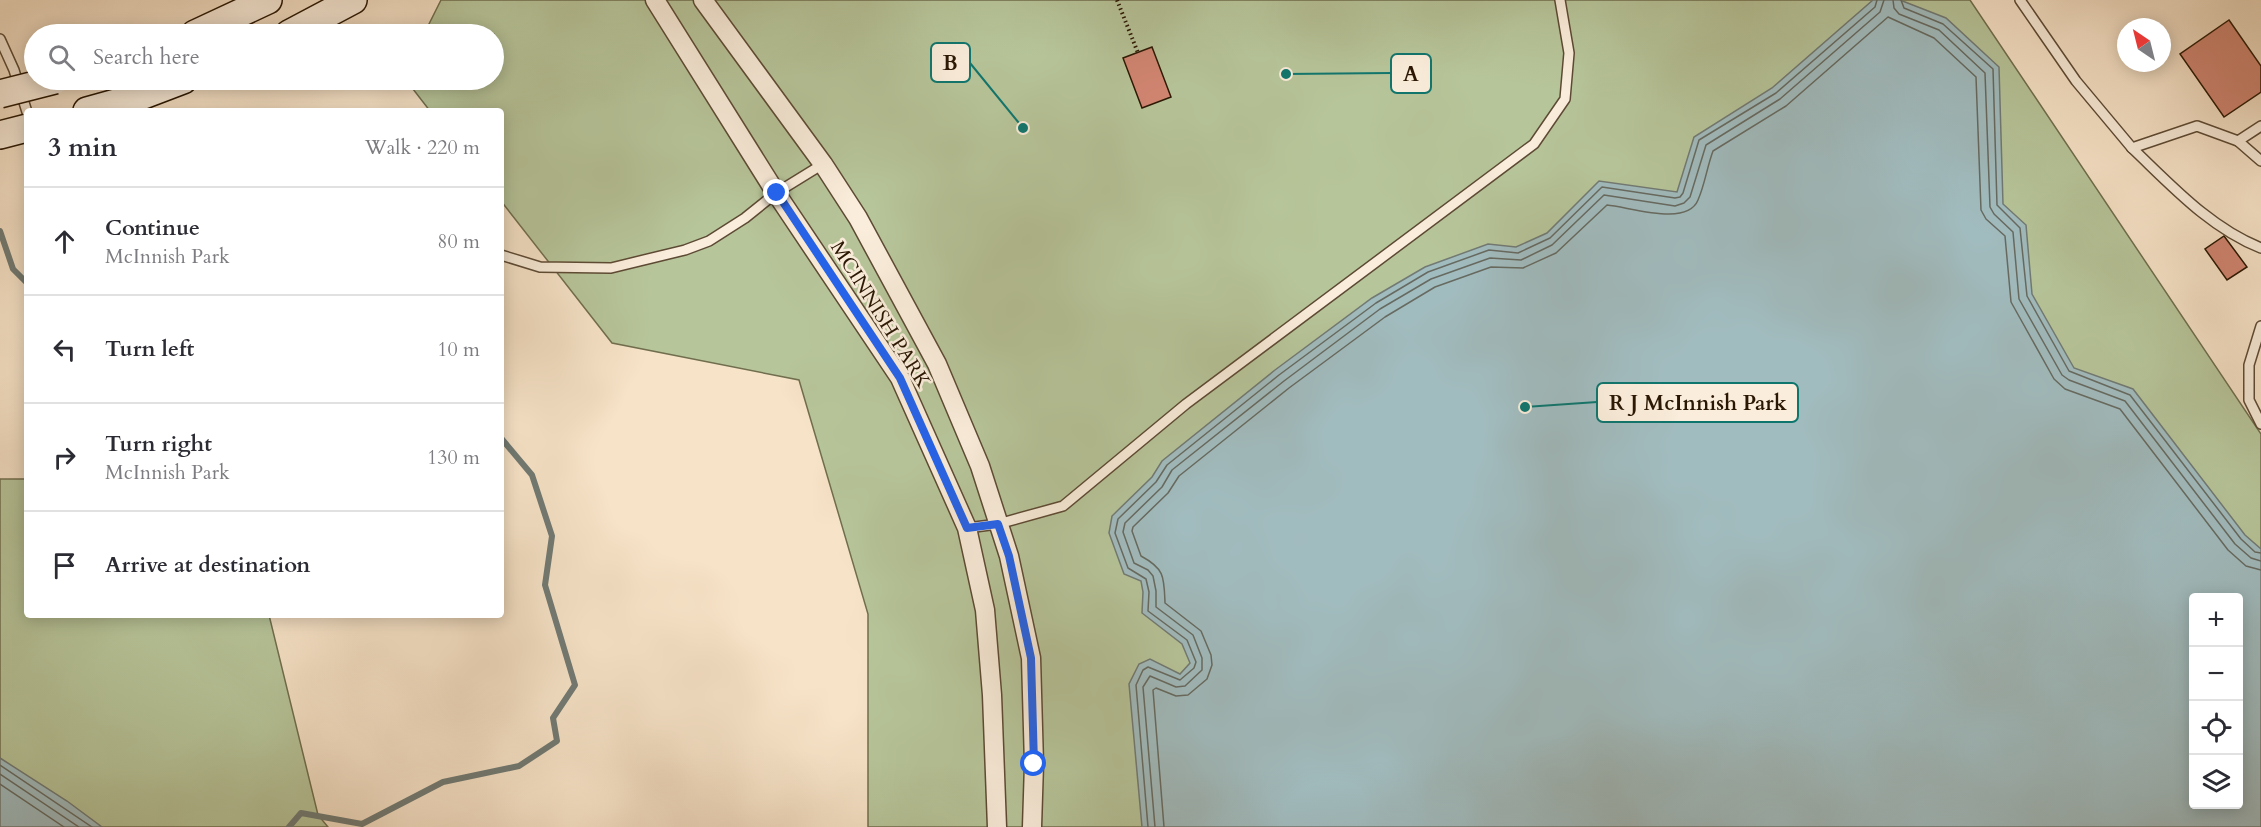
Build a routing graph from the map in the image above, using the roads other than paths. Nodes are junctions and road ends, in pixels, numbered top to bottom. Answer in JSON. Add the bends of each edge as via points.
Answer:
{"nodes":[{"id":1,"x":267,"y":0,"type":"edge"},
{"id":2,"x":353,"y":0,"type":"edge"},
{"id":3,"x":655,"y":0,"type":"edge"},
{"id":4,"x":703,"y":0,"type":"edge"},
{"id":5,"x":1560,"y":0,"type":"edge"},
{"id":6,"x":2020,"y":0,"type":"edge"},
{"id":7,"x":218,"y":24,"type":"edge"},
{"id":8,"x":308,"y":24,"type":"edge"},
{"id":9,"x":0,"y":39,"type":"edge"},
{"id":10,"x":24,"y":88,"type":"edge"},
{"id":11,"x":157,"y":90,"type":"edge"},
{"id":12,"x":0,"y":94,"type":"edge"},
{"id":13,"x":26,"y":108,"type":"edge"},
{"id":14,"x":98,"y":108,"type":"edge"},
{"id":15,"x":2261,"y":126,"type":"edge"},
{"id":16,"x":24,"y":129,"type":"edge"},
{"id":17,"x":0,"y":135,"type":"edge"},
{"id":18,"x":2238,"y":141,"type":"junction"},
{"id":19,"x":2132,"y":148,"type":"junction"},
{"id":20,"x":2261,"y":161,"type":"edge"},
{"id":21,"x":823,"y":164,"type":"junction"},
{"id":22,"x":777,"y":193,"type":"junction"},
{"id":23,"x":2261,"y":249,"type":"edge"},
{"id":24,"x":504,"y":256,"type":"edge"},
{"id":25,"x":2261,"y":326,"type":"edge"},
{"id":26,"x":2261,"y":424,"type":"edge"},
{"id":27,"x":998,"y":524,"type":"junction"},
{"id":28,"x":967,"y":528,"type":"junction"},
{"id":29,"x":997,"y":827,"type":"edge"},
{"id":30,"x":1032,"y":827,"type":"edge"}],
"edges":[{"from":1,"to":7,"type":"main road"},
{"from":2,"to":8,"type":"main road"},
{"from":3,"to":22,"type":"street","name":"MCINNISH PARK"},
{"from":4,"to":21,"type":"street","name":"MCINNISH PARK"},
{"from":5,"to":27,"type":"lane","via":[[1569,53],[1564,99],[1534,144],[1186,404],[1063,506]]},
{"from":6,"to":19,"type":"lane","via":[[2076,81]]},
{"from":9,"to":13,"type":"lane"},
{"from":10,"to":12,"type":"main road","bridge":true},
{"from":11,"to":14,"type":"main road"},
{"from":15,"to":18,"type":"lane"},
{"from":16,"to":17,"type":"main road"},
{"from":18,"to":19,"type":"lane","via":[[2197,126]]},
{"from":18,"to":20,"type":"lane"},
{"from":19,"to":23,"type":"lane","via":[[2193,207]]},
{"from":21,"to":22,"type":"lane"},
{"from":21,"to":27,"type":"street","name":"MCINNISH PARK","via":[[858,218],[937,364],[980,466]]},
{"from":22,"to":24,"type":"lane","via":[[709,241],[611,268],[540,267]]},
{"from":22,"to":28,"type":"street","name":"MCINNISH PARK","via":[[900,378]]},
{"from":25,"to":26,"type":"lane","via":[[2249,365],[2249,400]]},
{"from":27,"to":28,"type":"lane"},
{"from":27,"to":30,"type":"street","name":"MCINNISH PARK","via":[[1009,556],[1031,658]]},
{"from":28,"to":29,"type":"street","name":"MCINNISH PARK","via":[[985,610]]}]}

.....

Exclude the images and copy every record above exactly.

#### [RESPONSE TO THE EXERCISE]
Build a routing graph from the map in the image above, using the roads other than paths. Nodes are junctions and road ends, in pixels, numbered top to bottom. Answer in JSON. Add the bends of each edge as via points.
Answer:
{"nodes":[{"id":1,"x":267,"y":0,"type":"edge"},
{"id":2,"x":353,"y":0,"type":"edge"},
{"id":3,"x":655,"y":0,"type":"edge"},
{"id":4,"x":703,"y":0,"type":"edge"},
{"id":5,"x":1560,"y":0,"type":"edge"},
{"id":6,"x":2020,"y":0,"type":"edge"},
{"id":7,"x":218,"y":24,"type":"edge"},
{"id":8,"x":308,"y":24,"type":"edge"},
{"id":9,"x":0,"y":39,"type":"edge"},
{"id":10,"x":24,"y":88,"type":"edge"},
{"id":11,"x":157,"y":90,"type":"edge"},
{"id":12,"x":0,"y":94,"type":"edge"},
{"id":13,"x":26,"y":108,"type":"edge"},
{"id":14,"x":98,"y":108,"type":"edge"},
{"id":15,"x":2261,"y":126,"type":"edge"},
{"id":16,"x":24,"y":129,"type":"edge"},
{"id":17,"x":0,"y":135,"type":"edge"},
{"id":18,"x":2238,"y":141,"type":"junction"},
{"id":19,"x":2132,"y":148,"type":"junction"},
{"id":20,"x":2261,"y":161,"type":"edge"},
{"id":21,"x":823,"y":164,"type":"junction"},
{"id":22,"x":777,"y":193,"type":"junction"},
{"id":23,"x":2261,"y":249,"type":"edge"},
{"id":24,"x":504,"y":256,"type":"edge"},
{"id":25,"x":2261,"y":326,"type":"edge"},
{"id":26,"x":2261,"y":424,"type":"edge"},
{"id":27,"x":998,"y":524,"type":"junction"},
{"id":28,"x":967,"y":528,"type":"junction"},
{"id":29,"x":997,"y":827,"type":"edge"},
{"id":30,"x":1032,"y":827,"type":"edge"}],
"edges":[{"from":1,"to":7,"type":"main road"},
{"from":2,"to":8,"type":"main road"},
{"from":3,"to":22,"type":"street","name":"MCINNISH PARK"},
{"from":4,"to":21,"type":"street","name":"MCINNISH PARK"},
{"from":5,"to":27,"type":"lane","via":[[1569,53],[1564,99],[1534,144],[1186,404],[1063,506]]},
{"from":6,"to":19,"type":"lane","via":[[2076,81]]},
{"from":9,"to":13,"type":"lane"},
{"from":10,"to":12,"type":"main road","bridge":true},
{"from":11,"to":14,"type":"main road"},
{"from":15,"to":18,"type":"lane"},
{"from":16,"to":17,"type":"main road"},
{"from":18,"to":19,"type":"lane","via":[[2197,126]]},
{"from":18,"to":20,"type":"lane"},
{"from":19,"to":23,"type":"lane","via":[[2193,207]]},
{"from":21,"to":22,"type":"lane"},
{"from":21,"to":27,"type":"street","name":"MCINNISH PARK","via":[[858,218],[937,364],[980,466]]},
{"from":22,"to":24,"type":"lane","via":[[709,241],[611,268],[540,267]]},
{"from":22,"to":28,"type":"street","name":"MCINNISH PARK","via":[[900,378]]},
{"from":25,"to":26,"type":"lane","via":[[2249,365],[2249,400]]},
{"from":27,"to":28,"type":"lane"},
{"from":27,"to":30,"type":"street","name":"MCINNISH PARK","via":[[1009,556],[1031,658]]},
{"from":28,"to":29,"type":"street","name":"MCINNISH PARK","via":[[985,610]]}]}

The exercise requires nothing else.